You should review your estate plan every one or two years and you should make changes anytime any of the following situations arise:
Marriage or Divorce
When you get married, it is important to include your spouse in your Will. If you have a Will and don’t include your spouse, then he or she may be disinherited. Also, if you get divorced, updating your will and estate plan allows you to reposition your bequests to your intended beneficiaries.
Are you planning an out-of-state move, or have you just arrived in this state? If so, it is time to review your estate plan and find out how your new state’s laws will affect your Will. If you pass away with a Last Will and Testament that does not meet state laws, your Will may be deemed invalid and your estate could be settled based upon intestacy laws rather than your final wishes.

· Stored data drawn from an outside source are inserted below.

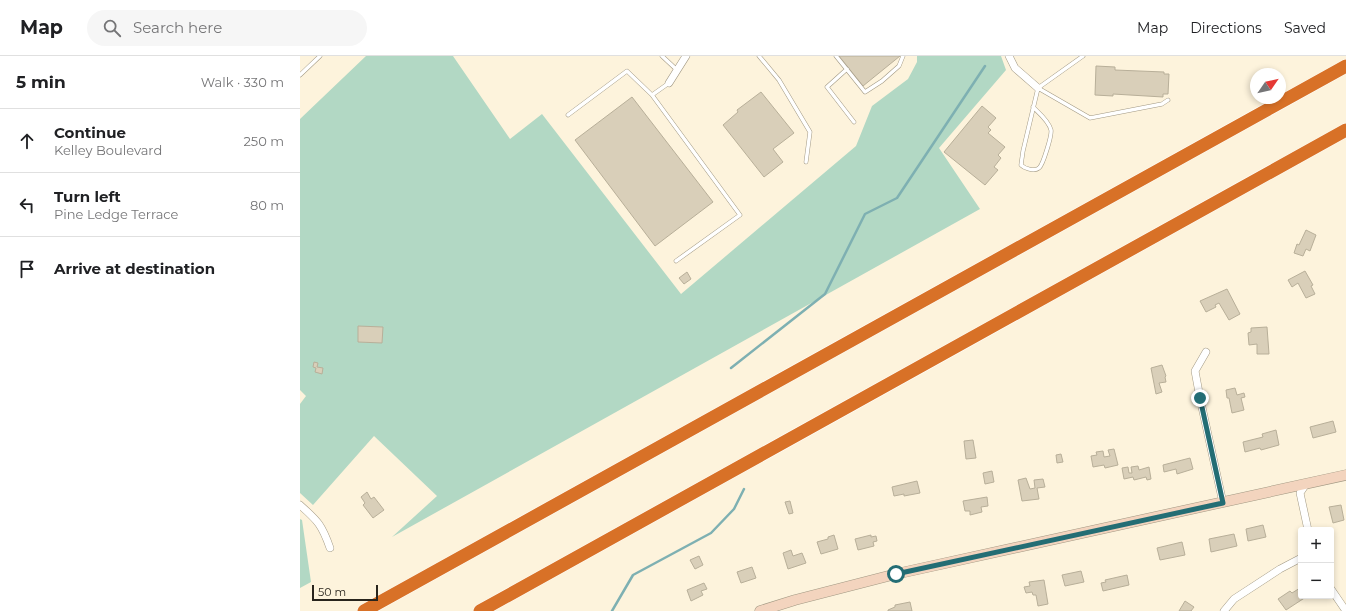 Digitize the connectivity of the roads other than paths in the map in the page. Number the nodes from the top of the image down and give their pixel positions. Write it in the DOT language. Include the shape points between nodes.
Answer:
graph roads {
  1 [pos="320,56"];
  2 [pos="662,56"];
  3 [pos="686,56"];
  4 [pos="760,56"];
  5 [pos="836,56"];
  6 [pos="903,56"];
  7 [pos="1009,56"];
  8 [pos="1084,56"];
  9 [pos="1346,66"];
  10 [pos="847,69"];
  11 [pos="677,70"];
  12 [pos="300,75"];
  13 [pos="669,83"];
  14 [pos="1038,88"];
  15 [pos="652,95"];
  16 [pos="1168,100"];
  17 [pos="1033,107"];
  18 [pos="568,115"];
  19 [pos="854,122"];
  20 [pos="1346,130"];
  21 [pos="806,162"];
  22 [pos="676,261"];
  23 [pos="1206,352"];
  24 [pos="1346,475"];
  25 [pos="1306,484"];
  26 [pos="1223,503"];
  27 [pos="300,504"];
  28 [pos="1307,527"];
  29 [pos="330,548"];
  30 [pos="1298,560"];
  31 [pos="1334,593"];
  32 [pos="1346,610"];
  33 [pos="364,611"];
  34 [pos="480,611"];
  35 [pos="760,611"];
  36 [pos="1224,611"];
  1 -- 12 [label="lane"];
  2 -- 11 [label="lane"];
  3 -- 11 [label="street"];
  4 -- 21 [label="lane" via="779,80 810,132"];
  5 -- 10 [label="lane"];
  6 -- 10 [label="lane" via="899,66 865,92"];
  7 -- 14 [label="street" via="1015,68"];
  8 -- 14 [label="lane"];
  9 -- 33 [label="highway"];
  10 -- 19 [label="lane" via="827,87"];
  11 -- 13 [label="street"];
  13 -- 15 [label="lane"];
  14 -- 16 [label="lane" via="1090,118 1162,104"];
  14 -- 17 [label="lane"];
  15 -- 18 [label="lane" via="627,71"];
  15 -- 22 [label="lane" via="740,215"];
  17 -- 17 [label="lane" via="1021,164 1035,170 1043,162 1052,131"];
  20 -- 34 [label="highway"];
  23 -- 26 [label="street" via="1196,371"];
  24 -- 25 [label="main road"];
  25 -- 26 [label="main road"];
  25 -- 28 [label="street" via="1300,493"];
  26 -- 35 [label="main road" via="896,574"];
  27 -- 29 [label="street" via="317,520"];
  30 -- 36 [label="street" via="1234,599"];
  31 -- 32 [label="street"];
}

New or Deceased Beneficiaries
When you bring a new loved one into your family, don’t forget to include him or her in your Will. You should also update your Will anytime a beneficiary passes away. If you don’t, there could be confusion during probate.
Buying or Selling Property
Any change in property should be noted in your Will. Every time you sell a piece of property, you should remove it from your Will and reallocate bequests among your beneficiaries. You should also make certain to include new property in your Will as soon as possible. If you pass away without a piece of property listed, your loved ones may face issues in probate as the heir of that property is determined by the probate court.
As your assets fluctuate throughout your life, your net worth may also. Every time you review your Will, estimate your Net Worth. Once your estate holdings reach the estate tax exemption level it may be time for a more in-depth version of planning that allows for estate tax relief and asset protection.